** Directions for this task **
Filter the entries for the word "down". Copy each line in which it occurs.

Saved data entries

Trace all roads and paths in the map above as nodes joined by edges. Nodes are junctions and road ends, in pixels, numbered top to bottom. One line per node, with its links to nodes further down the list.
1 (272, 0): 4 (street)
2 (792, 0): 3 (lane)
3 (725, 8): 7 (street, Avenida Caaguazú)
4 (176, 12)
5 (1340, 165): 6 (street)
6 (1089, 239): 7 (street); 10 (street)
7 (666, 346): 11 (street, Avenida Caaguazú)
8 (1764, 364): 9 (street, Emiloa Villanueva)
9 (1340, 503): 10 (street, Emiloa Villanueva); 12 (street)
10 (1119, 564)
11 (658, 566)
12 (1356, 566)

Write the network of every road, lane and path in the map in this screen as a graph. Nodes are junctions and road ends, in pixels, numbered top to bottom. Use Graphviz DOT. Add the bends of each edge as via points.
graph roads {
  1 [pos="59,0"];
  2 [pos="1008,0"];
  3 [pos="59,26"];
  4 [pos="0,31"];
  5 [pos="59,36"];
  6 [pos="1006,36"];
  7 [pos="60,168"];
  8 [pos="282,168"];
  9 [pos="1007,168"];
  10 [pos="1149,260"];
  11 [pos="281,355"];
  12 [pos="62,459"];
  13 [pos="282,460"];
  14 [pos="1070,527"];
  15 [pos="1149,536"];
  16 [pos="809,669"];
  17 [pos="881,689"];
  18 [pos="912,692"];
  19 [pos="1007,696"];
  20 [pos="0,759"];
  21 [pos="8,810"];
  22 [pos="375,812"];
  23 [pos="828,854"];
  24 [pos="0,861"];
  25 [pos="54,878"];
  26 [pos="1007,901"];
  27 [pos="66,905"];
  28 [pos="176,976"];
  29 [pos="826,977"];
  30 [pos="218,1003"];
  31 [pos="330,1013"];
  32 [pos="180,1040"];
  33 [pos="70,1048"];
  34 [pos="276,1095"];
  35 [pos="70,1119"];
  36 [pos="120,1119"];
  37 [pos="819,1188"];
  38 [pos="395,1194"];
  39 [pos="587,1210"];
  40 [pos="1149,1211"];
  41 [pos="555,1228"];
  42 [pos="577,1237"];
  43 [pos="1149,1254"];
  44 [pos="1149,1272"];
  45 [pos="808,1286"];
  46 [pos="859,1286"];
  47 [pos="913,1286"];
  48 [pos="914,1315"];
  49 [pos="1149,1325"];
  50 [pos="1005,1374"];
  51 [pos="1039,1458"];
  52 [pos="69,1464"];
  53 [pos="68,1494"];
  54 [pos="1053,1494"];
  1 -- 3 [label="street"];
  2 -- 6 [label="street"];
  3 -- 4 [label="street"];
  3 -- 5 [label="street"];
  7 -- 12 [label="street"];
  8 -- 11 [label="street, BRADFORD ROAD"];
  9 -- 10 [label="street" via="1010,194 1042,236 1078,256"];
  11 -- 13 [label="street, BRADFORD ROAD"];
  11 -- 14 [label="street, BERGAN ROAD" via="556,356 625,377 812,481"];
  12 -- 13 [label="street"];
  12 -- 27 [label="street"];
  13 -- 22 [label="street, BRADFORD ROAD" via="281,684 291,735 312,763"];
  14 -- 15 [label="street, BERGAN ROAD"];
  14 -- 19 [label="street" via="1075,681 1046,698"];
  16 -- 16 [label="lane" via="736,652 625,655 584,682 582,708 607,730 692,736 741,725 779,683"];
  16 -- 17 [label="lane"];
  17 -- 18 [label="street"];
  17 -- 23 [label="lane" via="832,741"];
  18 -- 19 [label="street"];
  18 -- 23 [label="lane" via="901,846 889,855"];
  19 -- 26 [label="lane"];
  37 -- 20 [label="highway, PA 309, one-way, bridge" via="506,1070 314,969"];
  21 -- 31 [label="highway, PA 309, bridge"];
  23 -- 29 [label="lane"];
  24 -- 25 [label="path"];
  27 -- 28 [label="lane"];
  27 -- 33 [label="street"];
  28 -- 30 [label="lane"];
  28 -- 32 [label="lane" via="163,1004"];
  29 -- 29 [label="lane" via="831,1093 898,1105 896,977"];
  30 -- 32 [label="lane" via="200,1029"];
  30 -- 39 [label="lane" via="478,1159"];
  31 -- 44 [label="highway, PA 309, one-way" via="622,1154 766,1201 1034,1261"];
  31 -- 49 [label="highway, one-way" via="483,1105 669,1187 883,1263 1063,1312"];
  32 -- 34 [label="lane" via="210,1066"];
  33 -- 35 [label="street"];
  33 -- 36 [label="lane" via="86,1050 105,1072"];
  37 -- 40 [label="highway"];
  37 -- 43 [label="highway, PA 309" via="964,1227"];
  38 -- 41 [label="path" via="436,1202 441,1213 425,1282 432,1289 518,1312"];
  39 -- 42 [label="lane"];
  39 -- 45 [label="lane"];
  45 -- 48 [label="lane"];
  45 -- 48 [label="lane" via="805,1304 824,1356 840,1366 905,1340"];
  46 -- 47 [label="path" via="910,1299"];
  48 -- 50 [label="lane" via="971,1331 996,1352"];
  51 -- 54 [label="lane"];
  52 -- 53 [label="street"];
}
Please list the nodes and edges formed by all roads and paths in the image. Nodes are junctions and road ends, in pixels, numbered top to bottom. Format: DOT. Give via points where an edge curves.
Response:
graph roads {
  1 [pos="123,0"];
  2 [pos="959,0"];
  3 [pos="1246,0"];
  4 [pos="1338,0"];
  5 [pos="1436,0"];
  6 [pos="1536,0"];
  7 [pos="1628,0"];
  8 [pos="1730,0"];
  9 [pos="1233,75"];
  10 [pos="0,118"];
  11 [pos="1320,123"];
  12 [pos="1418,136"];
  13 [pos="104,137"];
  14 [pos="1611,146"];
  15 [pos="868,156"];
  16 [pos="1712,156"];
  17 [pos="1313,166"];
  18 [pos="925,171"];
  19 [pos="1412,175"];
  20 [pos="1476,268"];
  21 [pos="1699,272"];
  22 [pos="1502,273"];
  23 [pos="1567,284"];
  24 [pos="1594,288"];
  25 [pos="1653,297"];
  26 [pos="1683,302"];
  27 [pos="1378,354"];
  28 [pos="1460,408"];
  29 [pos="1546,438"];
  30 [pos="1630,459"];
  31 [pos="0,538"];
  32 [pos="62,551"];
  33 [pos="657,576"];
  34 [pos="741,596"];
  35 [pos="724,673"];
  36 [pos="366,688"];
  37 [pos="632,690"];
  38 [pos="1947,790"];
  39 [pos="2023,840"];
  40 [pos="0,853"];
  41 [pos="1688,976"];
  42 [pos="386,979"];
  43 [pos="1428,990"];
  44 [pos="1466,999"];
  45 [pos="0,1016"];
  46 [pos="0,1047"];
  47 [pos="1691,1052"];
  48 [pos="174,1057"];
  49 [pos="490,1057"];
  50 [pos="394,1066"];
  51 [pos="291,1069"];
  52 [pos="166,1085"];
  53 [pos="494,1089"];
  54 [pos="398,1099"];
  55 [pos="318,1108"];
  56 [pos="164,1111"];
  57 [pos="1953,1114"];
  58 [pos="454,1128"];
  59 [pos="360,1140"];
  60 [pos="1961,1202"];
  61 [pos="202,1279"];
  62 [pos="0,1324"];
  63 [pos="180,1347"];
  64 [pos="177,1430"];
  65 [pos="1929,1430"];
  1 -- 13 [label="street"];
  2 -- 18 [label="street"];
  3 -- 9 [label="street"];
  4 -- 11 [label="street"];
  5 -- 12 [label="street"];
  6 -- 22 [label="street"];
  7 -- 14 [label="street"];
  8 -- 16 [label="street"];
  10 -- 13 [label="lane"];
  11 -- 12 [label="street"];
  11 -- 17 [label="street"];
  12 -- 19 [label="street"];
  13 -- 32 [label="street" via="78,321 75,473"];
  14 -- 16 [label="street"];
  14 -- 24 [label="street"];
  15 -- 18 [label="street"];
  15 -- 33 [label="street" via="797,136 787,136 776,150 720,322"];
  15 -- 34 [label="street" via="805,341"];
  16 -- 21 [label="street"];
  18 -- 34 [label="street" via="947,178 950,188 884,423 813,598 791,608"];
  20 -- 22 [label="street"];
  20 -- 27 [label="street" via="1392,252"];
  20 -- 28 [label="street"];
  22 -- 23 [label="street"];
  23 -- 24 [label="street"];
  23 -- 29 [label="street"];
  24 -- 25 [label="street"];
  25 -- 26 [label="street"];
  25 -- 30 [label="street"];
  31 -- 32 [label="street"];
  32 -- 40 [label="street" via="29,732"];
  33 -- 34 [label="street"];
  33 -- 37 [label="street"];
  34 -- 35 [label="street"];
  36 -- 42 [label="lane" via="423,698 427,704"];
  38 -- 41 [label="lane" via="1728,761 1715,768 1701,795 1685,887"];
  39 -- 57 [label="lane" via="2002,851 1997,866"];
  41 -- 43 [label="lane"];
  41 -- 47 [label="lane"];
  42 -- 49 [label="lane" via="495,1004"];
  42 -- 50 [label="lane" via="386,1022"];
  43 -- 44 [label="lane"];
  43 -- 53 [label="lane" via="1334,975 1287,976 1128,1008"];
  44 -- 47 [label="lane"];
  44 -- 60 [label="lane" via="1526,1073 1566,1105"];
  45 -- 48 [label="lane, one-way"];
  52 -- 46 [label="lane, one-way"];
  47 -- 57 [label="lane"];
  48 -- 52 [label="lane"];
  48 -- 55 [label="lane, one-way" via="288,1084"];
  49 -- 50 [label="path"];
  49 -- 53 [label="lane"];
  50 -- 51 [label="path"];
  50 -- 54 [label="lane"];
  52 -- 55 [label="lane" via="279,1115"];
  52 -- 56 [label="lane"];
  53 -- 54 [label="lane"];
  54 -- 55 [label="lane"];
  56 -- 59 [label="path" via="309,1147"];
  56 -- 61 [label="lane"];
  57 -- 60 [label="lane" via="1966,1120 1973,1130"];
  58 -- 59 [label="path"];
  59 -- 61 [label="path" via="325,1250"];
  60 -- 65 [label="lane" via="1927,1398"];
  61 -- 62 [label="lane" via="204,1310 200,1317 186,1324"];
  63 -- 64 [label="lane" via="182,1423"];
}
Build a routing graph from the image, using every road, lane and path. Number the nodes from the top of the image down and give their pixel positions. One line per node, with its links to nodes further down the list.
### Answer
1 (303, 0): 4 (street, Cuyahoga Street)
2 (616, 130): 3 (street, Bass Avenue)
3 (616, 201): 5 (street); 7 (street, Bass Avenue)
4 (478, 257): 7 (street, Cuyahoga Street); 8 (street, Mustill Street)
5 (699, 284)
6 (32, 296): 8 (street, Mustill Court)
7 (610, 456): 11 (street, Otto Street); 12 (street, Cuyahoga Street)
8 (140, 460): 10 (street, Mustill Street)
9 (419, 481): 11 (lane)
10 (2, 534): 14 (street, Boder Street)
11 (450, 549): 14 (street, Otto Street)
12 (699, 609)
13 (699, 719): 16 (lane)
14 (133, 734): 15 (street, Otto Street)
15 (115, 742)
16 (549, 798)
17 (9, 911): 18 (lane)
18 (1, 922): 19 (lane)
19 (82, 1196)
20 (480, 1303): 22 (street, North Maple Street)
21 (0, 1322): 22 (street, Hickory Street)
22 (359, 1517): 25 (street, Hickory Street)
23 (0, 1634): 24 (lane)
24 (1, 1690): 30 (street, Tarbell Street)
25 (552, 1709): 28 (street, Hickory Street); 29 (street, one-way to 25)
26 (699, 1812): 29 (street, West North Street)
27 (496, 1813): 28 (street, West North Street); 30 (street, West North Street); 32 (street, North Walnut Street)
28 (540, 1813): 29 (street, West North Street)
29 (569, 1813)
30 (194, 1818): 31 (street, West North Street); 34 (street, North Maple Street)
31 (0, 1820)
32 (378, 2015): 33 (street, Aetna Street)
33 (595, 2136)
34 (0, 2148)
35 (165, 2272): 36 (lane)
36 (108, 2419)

** Task response **
Trace all roads and paths in the map above as nodes joined by edges. Nodes are junctions and road ends, in pixels, numbered top to bottom. One line per node, with its links to nodes further down the list.
Build a routing graph from the image, using every road, lane and path. Number the nodes from the top of the image down and give their pixel positions. One line per node, with its links to nodes further down the list.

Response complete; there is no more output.